L’EP se poursuit avec le très surprenant remix d'Huldana par Arno (feat. Marine Libert), et celui-ci décoiffe totalement ! Le morceau s’ouvre sur des chuchotements mystérieux de Marine, avant que la voix de Monique ne se boucle en un “Huldana, Huldana” hypnotique, créant un effet d’envoûtement immédiat.
Puis, on plonge dans une version électro percutante et acérée, qui m’a immédiatement rappelé Crystal Castles. C’est sans conteste le remix le plus percutant de l’EP. Vocalement, j’ai été ravi de découvrir Marine dans un registre très différent de celui qu’elle utilise avec Rastaban. Sa voix, tendue, vibrante, presque possédée, m'évoque un cri humain dans un monde digitalisé. Une tension vocale électrique qui électrise tout le morceau.
Et que dire du final ? Totalement débridé, explosif, presque hardcore ! Je ne m’attendais pas à une telle brutalité — mais ça fonctionne incroyablement bien. Arno nous livre un remix à mille lieues de l’original, mais pleinement réinventé. Le résultat est franchement bluffant.
Haven : Reflections s’achève avec le remix le plus original de l’EP : Mélusine, réinterprété par Last Gunship.
Ici, changement total d’univers : on plonge dans un monde aux sonorités 8-bit, qui évoquera sans doute, pour beaucoup, les jeux vidéo sur Gameboy. Mais pour ma part, c’est immédiatement mon bon vieil Amstrad CPC-464 qui m’est revenu en tête !
Aucune partie vocale du morceau original n’est conservée, et pourtant le rendu est vraiment excellent. On est loin du ton mystique habituel de Cesair, mais cela ne nuit en rien à la cohérence de l’ensemble.

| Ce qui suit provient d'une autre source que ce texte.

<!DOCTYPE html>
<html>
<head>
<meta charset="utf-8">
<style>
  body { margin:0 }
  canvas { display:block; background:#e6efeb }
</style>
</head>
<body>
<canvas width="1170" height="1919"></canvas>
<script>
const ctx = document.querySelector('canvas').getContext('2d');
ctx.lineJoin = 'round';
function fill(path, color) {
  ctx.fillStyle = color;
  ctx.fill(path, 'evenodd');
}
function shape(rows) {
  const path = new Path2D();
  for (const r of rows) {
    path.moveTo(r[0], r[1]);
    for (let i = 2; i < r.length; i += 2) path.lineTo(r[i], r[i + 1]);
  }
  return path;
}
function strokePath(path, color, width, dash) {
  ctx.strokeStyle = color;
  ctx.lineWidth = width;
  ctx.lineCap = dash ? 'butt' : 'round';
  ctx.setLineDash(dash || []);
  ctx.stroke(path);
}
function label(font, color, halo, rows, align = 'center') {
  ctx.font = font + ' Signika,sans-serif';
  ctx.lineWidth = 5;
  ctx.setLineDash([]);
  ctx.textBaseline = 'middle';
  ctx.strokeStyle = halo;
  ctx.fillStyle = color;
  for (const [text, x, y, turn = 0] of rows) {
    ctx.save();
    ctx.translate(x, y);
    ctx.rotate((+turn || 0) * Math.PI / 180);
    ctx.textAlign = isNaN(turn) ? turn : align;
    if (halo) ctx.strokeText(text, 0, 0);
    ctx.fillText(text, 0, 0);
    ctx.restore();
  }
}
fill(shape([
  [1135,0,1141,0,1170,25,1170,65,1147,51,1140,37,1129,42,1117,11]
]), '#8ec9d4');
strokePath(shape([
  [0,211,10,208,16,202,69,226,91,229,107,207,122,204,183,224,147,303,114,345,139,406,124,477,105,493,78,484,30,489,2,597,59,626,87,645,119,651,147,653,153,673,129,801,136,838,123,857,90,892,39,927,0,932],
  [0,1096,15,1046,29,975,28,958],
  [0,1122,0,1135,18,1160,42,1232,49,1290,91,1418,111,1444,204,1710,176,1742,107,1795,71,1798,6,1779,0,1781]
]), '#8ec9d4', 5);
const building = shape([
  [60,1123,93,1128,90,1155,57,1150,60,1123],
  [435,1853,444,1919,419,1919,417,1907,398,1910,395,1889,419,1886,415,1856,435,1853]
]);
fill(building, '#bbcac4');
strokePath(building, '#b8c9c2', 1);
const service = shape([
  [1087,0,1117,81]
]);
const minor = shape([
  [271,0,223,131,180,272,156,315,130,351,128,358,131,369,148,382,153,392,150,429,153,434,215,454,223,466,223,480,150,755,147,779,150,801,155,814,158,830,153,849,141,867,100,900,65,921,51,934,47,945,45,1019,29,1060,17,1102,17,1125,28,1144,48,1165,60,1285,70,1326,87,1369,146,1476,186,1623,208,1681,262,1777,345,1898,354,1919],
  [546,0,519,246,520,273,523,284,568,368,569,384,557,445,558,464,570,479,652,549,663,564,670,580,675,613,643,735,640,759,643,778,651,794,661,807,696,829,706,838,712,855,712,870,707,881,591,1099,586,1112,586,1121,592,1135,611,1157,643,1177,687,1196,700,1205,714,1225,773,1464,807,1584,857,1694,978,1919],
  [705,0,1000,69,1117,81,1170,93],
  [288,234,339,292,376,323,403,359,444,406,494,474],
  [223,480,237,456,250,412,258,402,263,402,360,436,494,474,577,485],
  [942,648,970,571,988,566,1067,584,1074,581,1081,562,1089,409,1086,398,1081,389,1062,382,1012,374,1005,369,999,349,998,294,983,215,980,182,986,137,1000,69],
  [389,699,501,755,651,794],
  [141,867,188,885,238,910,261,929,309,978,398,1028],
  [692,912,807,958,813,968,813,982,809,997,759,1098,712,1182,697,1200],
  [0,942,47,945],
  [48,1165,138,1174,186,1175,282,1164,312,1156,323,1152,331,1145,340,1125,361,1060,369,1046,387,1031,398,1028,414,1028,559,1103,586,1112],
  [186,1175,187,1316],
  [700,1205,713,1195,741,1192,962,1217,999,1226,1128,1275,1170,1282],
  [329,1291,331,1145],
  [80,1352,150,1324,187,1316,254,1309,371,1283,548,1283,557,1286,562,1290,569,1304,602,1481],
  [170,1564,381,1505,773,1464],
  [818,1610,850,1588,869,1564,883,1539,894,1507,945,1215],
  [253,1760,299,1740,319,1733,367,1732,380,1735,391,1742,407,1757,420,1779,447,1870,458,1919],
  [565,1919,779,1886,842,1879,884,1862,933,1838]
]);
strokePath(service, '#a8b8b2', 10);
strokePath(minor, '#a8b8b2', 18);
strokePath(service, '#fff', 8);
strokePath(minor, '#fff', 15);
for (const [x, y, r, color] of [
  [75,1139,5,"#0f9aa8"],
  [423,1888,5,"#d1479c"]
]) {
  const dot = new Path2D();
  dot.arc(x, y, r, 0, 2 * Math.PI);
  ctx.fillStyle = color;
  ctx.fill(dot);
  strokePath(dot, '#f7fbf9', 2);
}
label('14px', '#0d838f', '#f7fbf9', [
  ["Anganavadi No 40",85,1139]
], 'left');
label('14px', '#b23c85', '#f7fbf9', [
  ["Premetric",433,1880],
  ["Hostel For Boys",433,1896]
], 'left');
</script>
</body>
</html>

Au contraire, ce choix audacieux fonctionne totalement, et offre une clôture rétro et décalée à un EP résolument varié.
Pour conclure, Haven : Reflections est une excellente surprise en ce qui me concerne. L’EP a su balayer mon scepticisme vis-à-vis des titres remixés — malgré un premier extrait qui ne m’avait pas du tout convaincu.
Je suis vraiment heureux d’avoir poussé ma curiosité jusqu’au bout, car j’ai sincèrement aimé ce projet.
Chaque remix offre une lecture nouvelle et singulière, sans jamais trahir l’essence de Cesair. Mieux encore : l’EP tisse un lien étonnamment cohérent entre le mystique, le tribal, l’électronique et le rétro. Mention spéciale également au visuel de la pochette et du CD, que je trouve absolument somptueux. À la fois épuré et symbolique, il prolonge parfaitement l’atmosphère de l’EP : entre mystère, élégance et réinvention.
Haven : Reflections n’est pas un simple Ep de remixes : c’est une véritable relecture artistique, menée avec audace et respect.
Un EP à écouter sans œillères, avec curiosité… et qui pourrait bien vous surprendre autant qu’il m’a surpris.